Now, in this case we have string as "356"

and the dynamic programming table looks like:

0 | 1 | 2 |
---|---|---|

1 | 0 | 0 |

0 | 0 | 0 |

0 | 0 | 0 |

0 | 0 | 0 |

in the next iteration (i = 1), initialize dp[i][j] with dp[i - 1][j] but since 3 % 3 ==0, rem[1] = 0 and we increament dp[1][0] by 1

0 | 1 | 2 |
---|---|---|

1 | 0 | 0 |

2 | 0 | 0 |

0 | 0 | 0 |

0 | 0 | 0 |

in the next iteration (i = 2), initialize dp[i][j] with dp[i - 1][j] but since 5 % 3 == 2, rem[2] = 0 and we increament dp[2][2] by 1

0 | 1 | 2 |
---|---|---|

1 | 0 | 0 |

2 | 0 | 0 |

2 | 0 | 1 |

0 | 0 | 0 |

in the next iteration (i = 3), initialize dp[i][j] with dp[i - 1][j] but since 8 % 3 == 2, rem[2] = 0 and we increament dp[3][2] by 1

0 | 1 | 2 |
---|---|---|

1 | 0 | 0 |

2 | 0 | 0 |

2 | 0 | 1 |

2 | 0 | 2 |

which is our final table.

Now when we will iterate over the string,

**when i = 1:** we calculate 3 % 8 which is not 0, therefore, res remains 0

**when i = 2:** we calculate 5 % 8 which is not 0, therefore, res remains 0

also, we here check if 35 % 8 is 0, which is not the case. Therefore, res remains 0

**when i = 3:** we calculate 6 % 8 which is not 0, therefore, res remains 0

also, we here check if 56 % 8 is 0, which the case.

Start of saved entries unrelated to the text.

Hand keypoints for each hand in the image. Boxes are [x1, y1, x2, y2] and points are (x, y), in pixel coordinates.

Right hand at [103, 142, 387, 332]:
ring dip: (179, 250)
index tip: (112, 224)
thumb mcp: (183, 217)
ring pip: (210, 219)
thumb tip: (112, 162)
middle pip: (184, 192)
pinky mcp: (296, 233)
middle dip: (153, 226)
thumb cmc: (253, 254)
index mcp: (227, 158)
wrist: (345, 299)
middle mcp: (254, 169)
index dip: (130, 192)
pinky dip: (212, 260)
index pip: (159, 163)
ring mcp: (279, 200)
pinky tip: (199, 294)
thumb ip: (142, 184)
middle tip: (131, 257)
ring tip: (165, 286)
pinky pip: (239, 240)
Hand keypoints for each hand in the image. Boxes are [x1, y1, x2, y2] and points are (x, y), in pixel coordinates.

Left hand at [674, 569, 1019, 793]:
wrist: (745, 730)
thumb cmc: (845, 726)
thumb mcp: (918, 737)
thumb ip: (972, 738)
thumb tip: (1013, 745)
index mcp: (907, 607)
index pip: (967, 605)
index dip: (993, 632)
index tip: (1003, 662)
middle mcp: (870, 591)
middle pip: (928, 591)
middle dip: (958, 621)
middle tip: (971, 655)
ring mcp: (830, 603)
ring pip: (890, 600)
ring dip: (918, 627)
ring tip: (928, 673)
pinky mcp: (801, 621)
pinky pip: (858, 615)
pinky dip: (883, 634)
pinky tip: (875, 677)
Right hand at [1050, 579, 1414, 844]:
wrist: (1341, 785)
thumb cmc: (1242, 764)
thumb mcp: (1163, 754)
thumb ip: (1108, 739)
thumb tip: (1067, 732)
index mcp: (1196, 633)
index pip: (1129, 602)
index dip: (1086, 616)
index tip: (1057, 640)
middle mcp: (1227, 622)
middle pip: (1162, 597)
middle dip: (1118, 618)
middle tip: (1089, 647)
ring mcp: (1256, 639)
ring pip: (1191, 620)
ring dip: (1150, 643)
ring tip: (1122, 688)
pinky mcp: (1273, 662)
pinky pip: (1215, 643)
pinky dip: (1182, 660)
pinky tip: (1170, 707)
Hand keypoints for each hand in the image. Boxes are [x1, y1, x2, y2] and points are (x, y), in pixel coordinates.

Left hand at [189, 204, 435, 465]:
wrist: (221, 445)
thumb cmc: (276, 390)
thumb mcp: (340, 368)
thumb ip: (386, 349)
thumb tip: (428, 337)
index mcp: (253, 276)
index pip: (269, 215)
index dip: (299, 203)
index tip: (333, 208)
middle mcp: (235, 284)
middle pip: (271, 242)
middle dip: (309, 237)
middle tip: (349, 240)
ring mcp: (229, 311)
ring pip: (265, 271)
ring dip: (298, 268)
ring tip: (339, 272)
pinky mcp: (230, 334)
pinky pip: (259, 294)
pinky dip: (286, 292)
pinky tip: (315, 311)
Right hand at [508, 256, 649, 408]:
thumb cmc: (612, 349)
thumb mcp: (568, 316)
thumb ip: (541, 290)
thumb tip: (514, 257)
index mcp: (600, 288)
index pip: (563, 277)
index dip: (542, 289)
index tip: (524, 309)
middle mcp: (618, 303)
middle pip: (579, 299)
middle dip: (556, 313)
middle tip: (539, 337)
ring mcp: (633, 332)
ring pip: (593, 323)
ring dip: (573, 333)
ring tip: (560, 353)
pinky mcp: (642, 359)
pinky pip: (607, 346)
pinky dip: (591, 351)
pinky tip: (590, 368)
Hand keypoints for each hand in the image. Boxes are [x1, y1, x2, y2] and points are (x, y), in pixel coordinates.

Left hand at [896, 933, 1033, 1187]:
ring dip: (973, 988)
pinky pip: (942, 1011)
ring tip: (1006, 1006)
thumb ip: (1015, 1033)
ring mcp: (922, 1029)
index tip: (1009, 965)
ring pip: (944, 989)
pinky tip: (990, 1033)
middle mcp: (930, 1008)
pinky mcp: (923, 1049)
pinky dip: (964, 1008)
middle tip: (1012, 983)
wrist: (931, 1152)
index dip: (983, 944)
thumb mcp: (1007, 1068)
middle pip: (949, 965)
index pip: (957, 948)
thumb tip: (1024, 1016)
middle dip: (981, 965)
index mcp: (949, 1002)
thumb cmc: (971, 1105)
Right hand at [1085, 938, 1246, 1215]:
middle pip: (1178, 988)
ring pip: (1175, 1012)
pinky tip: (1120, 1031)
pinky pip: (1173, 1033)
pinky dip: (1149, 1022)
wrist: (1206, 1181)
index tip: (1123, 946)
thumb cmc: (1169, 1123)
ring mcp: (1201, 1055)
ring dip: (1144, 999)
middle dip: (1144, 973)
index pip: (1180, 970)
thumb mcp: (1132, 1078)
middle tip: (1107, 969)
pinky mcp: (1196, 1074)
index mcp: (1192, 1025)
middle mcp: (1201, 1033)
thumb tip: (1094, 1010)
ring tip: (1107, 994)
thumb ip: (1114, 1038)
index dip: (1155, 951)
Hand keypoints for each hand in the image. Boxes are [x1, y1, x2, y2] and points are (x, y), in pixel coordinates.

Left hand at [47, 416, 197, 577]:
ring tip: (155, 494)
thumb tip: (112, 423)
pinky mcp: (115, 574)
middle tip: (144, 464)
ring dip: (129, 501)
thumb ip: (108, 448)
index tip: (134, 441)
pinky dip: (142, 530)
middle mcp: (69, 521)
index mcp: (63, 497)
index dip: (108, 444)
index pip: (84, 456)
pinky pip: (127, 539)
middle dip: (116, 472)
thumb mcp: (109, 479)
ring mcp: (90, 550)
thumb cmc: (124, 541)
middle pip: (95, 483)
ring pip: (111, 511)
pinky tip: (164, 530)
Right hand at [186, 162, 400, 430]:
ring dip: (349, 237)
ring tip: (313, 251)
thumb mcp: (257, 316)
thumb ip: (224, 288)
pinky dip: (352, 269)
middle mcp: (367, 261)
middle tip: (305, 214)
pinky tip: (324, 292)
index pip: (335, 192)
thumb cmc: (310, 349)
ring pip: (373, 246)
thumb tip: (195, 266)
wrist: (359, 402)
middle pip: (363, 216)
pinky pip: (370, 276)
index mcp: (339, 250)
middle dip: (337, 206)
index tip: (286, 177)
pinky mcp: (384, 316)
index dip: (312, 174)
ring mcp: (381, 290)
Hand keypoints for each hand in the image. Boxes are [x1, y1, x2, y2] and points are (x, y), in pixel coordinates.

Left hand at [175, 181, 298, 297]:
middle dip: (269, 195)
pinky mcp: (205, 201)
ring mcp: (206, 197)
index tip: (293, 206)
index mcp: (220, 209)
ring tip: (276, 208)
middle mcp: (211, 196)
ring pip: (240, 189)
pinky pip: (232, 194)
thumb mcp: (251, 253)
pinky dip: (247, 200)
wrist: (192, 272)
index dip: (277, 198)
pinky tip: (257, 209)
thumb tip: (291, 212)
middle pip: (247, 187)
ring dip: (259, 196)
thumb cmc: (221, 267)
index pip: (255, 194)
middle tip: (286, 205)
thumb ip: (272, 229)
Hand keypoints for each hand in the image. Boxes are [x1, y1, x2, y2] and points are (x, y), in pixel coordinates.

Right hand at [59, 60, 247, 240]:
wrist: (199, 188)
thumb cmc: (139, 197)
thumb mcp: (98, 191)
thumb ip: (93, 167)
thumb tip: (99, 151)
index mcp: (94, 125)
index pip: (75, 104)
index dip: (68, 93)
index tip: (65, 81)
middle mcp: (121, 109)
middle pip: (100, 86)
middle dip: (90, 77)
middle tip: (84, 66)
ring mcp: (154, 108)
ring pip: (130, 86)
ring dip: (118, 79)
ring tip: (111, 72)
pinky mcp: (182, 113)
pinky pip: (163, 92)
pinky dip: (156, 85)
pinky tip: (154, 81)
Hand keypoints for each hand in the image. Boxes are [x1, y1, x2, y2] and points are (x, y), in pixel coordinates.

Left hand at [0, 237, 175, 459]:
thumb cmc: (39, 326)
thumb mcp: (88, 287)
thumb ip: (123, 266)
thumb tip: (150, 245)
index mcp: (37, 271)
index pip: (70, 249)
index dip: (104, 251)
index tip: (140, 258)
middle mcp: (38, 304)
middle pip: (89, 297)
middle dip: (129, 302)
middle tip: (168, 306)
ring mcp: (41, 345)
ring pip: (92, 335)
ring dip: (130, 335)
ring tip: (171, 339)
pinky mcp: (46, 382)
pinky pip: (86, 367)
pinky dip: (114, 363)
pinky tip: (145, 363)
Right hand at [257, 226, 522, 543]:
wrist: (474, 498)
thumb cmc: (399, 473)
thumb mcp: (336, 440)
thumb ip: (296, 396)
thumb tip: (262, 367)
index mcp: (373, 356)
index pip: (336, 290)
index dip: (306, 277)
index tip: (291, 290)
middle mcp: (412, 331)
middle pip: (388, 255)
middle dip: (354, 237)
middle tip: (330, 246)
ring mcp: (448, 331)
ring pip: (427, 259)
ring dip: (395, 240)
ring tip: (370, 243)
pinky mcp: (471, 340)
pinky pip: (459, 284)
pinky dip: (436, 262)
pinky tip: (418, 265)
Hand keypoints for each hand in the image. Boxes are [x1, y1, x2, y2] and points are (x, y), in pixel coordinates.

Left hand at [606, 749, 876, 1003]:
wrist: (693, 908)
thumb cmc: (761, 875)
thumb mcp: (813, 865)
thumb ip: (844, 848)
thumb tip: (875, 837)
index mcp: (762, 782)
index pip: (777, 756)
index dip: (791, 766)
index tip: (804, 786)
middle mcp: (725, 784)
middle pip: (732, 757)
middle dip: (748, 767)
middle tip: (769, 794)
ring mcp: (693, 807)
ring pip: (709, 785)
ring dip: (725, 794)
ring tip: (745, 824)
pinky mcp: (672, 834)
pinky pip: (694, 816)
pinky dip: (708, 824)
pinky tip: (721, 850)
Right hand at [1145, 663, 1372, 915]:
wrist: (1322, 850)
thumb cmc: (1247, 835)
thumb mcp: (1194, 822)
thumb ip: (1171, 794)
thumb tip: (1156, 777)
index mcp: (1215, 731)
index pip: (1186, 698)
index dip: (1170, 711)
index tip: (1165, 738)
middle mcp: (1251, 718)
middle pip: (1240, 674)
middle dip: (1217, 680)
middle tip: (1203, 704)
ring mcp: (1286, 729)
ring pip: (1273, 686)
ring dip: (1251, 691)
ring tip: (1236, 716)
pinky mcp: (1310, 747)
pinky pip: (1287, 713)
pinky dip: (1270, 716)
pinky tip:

Therefore, res += 1

now, we check if 356 % 8 is 0, which is not so. Hence, we get the result as *1*

## Complexity

- Time Complextity =
**O(n)** - Space Complexity =
**O(1)**

With this article at OpenGenus, you must have the complete idea of finding the number of substrings divisible by 8 but not 3 using Dynamic Programming. Enjoy.